Keetmanshoop – Hospitals, health centres and clinics in the //Karas Region are doing their best, despite the lack of resources to provide quality health services to residents.

This is according to the region’s acting chief medical officer, Dr Refanus Kooper, who says the region is doing well in terms of providing the necessary health services to the people, despite challenges.

He pointedto staff shortages as the main challenge facing the region, which he said hinders efforts to provide quality health services to those in need, due to a lack of nurses and doctors.

“Staff shortages really hinder the provision of quality health services in Karasburg. For example, we only have one doctor for up to four years now, instead of the required three for the hospital there,” he stated.

Kooper further said the national budget cuts have worsened the situation, as some activities cannot be carried out as planned due to a lack of funds, adding that the cuts have dealt a huge blow, especially to the health outreach programme.

He stressed the importance of the outreach programme, saying it is a good initiative aimed at reaching all corners of Namibia and providing health services to those unable to come to the hospitals themselves.

He was, however, quick to point out that despite the cuts, the region is doing its best to work with what is available and to reach people in remote areas and thus keeping the programme alive.

“If people can’t reach a health facility then you need to see how you can reach these people. So, despite the cuts we urge our staff to be passionate about their work and not only do it for the money,” he said.

He further said, overall the region is doing well in terms of service provision, highlighting that local residents are aware of and are visiting health facilities more often than before.

He also spoke about the spread of HIV (Human Immunodeficiency Virus) in the region, indicating that the region’s HIV prevalence rate (about 14%) is lower than some regions, adding that the residents’ response in seeking HIV-related services is encouraging, noting that the majority are female.

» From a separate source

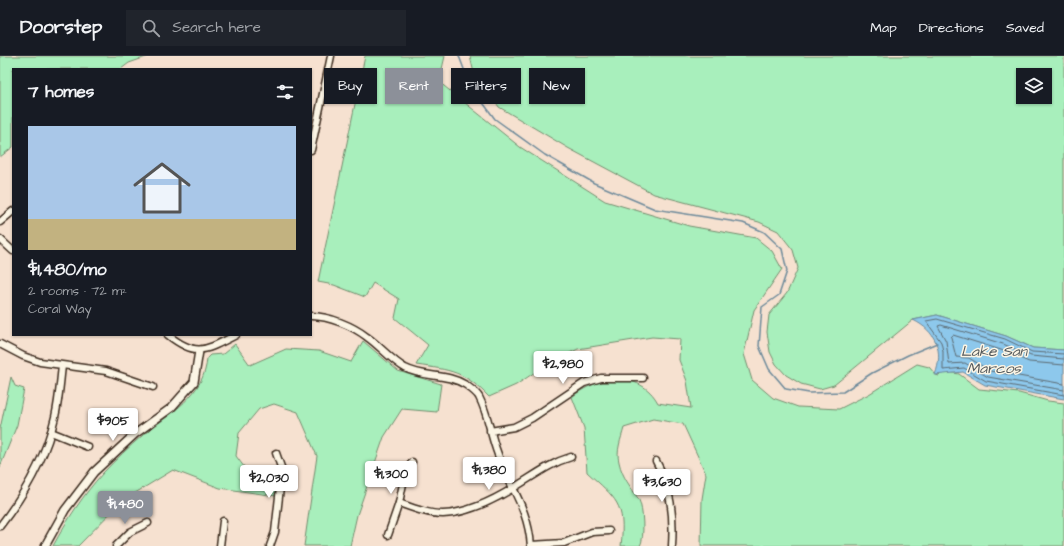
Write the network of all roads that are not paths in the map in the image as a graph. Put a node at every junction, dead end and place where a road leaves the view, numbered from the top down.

“There is a good response and people are willing to come, but we have a problem with males, as they are reluctant to visit health facilities,” he said.

Dr Andries Petrus Vermeulen, the only medical doctor in Karasburg district, also spoke of the difficult circumstances he works under, especially the long distances he has to travel to attend to patients.

Stationed at Karasburg, he has to cater for surrounding areas, such as Noordoewer and Aussenkehr, about 200 kilometres away.

Vermeulen said travelling is time-consuming: “I’m the only doctor there, so I have to travel long distances to other places, which is time consuming.”